NORTON was standing near the Central Park Mall. He held his jacket over an arm. Every so often he would tap his right hand pants pocket to feel the shape of a wallet, then swear at himself for having done it. Just the same, that wallet held all the money he had in the world, 48 dollars.

He was fingering the back of a cracked wooden bench shaved white by the moon, when he heard, "This is a stick-up."

Norton held his breath only briefly, then turned. He saw a youngster whose buck teeth shone faintly in the light from nearby lamps. His hair had been clumsily cut, leaving white patches above the small ears. He wore a white shirt and gray pants.

"You're kidding, aren't you?" Norton asked, hollow-voiced.

"Try me, mister," the kid whispered. "Don't hand over the money, and you'll see."

"Suppose I told you that the money I'm carrying is all I've got in the world."

"I'd say you're lying." The kid's eyes raked him up and down. "And it don't make no difference, anyhow. Hand over the money."

A gun glinted in a shaky hand. It was possible that the kid didn't have a hell of a lot of control.

As Norton paused, music tingled in the warm air. An outdoor band concert had begun on the Mall. Listeners old and young lined the wooden seats. Uniformed cops watched, walking back and forth or stopping to talk to each other.

The band was playing something of Schubert's, when the kid said, "Hand over that wallet, mister, or I'll let you have it."

"You can't afford to shoot," Norton answered quickly. "You'd never get out of the park in one piece."

The kid pulled air with his free palm. "Are you going to hand it over? If not, I can knock you out and then take it. The cops are out there. They can't see what we're doing."

Norton looked at the glare of a faraway lamplight, flies bussing around it, and that turned benches ghost-white. The band played Chopin.

"All right, suppose you knock me out and come up back of me," Norton said. "You can't be sure you've knocked me out. I might be faking and then I could get to you and beat the living daylights out of you."

Saying that much had been a mistake. The kid's fingers on the gun grew harder, and Norton had to control the impulse to call out. From where he stood, he wasn't sure that the safety catch had been released.

"If you come up back of me," Norton said, keeping his voice down and even, "then you'll be close to me and I'll be able to. get to you. I may not look it, but I'm pretty strong."

"Don't give me no lectures..."

"In the second place, if our hands touch while I give you the wallet, I can get at you, too."

"And the gun? That doesn't count, I suppose."

"You're not very handy with it," Norton said. "You're scared of it. My guess is that if I made a jump at you, kid, you'd howl and run."

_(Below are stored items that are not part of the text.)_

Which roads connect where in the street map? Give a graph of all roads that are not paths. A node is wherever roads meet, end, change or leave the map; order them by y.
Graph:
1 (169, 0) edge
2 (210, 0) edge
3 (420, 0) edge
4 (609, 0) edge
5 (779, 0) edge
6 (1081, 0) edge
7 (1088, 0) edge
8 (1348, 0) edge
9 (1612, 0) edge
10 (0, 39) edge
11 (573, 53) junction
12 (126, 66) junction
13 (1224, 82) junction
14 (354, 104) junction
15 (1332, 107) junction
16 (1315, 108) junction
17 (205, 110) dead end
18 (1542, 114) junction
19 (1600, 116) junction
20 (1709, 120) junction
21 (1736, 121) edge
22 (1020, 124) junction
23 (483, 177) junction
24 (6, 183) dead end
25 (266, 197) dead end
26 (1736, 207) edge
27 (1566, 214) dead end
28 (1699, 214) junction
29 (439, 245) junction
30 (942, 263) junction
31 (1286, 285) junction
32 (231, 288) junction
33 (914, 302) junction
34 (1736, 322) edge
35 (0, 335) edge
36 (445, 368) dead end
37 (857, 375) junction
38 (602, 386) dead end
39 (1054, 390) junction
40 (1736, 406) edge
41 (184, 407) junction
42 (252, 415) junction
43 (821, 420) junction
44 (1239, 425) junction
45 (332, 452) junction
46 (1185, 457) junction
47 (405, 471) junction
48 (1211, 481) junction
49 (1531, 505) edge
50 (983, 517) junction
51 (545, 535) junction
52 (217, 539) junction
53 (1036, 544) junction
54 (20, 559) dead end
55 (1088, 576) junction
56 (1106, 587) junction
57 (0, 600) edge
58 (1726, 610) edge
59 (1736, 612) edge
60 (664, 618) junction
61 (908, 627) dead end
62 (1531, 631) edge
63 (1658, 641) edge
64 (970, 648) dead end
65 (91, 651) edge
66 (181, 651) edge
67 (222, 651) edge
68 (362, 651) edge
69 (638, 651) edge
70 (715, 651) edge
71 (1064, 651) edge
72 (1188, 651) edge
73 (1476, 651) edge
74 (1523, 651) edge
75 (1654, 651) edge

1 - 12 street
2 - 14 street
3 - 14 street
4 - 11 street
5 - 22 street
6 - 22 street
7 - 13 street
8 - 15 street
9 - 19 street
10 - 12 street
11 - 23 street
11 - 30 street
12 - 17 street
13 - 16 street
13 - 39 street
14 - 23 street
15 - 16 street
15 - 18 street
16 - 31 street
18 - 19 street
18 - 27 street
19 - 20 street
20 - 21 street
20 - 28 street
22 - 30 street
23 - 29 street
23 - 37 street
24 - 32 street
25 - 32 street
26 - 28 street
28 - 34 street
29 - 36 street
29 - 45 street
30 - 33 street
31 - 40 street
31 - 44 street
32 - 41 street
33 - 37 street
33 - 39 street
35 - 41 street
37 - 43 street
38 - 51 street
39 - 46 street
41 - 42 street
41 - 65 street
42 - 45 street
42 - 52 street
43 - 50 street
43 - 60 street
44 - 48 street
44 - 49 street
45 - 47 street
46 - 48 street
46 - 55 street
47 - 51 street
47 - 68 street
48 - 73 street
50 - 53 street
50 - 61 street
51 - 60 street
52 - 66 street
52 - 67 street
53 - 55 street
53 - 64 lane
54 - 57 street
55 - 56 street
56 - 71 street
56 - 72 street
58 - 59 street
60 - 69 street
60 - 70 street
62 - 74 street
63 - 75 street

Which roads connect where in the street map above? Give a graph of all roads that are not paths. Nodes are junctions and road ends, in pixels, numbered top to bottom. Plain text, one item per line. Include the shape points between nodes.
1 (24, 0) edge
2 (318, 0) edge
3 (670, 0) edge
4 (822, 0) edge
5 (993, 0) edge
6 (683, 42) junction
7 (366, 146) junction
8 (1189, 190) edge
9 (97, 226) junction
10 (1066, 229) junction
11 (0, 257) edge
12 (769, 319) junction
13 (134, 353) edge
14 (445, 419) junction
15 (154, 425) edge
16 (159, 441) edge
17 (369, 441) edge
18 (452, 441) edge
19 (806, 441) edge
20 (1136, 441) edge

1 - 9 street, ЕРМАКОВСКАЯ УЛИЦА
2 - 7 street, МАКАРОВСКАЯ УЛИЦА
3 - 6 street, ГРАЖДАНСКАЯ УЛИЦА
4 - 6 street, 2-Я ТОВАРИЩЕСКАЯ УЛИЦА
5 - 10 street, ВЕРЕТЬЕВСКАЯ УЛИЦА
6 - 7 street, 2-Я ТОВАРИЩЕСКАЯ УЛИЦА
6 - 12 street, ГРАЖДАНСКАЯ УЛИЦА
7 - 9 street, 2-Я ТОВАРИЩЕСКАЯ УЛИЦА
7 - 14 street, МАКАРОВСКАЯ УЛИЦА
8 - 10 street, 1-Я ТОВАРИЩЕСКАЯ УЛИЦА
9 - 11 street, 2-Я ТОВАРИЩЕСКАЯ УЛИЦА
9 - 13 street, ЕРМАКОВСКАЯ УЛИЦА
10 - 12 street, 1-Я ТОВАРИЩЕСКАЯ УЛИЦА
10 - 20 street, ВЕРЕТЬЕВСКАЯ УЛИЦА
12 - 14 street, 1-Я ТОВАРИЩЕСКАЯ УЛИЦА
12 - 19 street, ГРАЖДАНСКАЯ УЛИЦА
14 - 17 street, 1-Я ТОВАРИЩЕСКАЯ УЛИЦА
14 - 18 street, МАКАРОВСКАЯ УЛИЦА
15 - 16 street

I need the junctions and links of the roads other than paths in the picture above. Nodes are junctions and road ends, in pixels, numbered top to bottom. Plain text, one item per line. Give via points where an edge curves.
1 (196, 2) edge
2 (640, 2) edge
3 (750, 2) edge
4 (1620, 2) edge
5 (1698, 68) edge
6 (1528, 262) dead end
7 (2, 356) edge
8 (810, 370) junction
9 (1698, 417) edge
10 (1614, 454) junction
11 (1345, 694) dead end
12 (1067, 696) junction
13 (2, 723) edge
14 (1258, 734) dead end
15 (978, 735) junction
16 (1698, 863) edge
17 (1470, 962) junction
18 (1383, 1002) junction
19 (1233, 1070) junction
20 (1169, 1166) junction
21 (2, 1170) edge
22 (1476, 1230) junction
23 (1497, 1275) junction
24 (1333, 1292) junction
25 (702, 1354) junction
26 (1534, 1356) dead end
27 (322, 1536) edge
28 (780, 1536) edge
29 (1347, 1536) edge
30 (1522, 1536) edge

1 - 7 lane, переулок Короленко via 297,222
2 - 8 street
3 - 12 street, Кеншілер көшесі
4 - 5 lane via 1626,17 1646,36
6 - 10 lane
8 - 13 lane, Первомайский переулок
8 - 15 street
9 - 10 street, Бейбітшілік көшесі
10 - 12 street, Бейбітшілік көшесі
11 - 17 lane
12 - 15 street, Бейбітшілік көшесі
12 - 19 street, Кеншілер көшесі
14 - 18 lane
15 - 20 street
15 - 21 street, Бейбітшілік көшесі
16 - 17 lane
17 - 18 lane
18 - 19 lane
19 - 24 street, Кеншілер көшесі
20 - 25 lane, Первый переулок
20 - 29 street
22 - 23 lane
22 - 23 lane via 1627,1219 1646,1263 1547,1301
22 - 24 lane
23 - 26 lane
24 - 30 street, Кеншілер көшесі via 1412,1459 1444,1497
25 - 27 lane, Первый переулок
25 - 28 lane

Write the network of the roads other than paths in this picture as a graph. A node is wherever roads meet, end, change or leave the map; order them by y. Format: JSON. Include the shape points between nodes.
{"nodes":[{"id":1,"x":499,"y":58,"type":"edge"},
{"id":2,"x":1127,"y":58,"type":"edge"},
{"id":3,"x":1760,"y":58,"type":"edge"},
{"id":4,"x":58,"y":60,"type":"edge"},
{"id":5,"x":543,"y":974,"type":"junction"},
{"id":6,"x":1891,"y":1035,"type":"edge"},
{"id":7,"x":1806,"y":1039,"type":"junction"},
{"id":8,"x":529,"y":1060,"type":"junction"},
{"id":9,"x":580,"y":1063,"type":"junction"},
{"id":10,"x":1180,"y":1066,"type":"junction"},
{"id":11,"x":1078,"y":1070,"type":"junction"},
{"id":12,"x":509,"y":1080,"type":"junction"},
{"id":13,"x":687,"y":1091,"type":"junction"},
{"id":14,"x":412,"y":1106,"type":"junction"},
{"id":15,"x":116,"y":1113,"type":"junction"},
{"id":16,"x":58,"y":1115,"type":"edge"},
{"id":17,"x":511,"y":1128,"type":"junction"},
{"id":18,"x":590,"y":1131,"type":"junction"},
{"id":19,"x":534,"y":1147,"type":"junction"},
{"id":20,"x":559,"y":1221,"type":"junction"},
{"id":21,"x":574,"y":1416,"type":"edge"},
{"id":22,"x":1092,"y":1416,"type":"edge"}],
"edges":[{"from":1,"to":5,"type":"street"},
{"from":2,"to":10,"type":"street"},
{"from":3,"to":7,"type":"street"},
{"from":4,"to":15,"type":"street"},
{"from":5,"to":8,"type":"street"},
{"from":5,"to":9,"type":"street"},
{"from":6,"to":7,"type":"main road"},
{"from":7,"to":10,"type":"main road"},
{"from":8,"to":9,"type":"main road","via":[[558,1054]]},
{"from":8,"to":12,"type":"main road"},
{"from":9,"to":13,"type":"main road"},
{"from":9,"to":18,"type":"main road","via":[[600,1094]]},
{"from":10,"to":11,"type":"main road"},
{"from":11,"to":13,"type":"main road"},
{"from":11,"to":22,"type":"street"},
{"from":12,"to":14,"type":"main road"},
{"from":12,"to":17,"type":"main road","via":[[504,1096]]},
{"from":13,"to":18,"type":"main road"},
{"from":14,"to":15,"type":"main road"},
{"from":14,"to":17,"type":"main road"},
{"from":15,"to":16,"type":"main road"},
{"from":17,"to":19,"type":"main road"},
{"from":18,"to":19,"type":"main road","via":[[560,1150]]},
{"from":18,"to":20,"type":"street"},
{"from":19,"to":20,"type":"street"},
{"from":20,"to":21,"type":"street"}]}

"Come on and try it." Again the gun grip stiffened. "Let's see what happens."

CLASH! went the cymbals on the bandshell in Chopin's Polonaise. The shock of it tingled the legs of the bench Norton was touching, one of a series spaced awkwardly along the path.

"If I put a hand in my pocket," Norton said, "I might be going for a gun of my own, for all you know."

The boy was being worked up to a pitch that could cause him to throw away any caution he'd already shown. But Norton was keeping the wallet, so far.

This tight place was the first one he'd lived through in quite a while. His mind showed him vivid scenes from his recent troubles. The jailbreak, for instance, and the carefully chosen hideout to be used till the heat had died down.

And then the attempts to get a job, failing on account of social security requirements. Money was spent, and nothing legitimate, to keep him out of extra trouble, could be done about it. Or at least he didn't know what.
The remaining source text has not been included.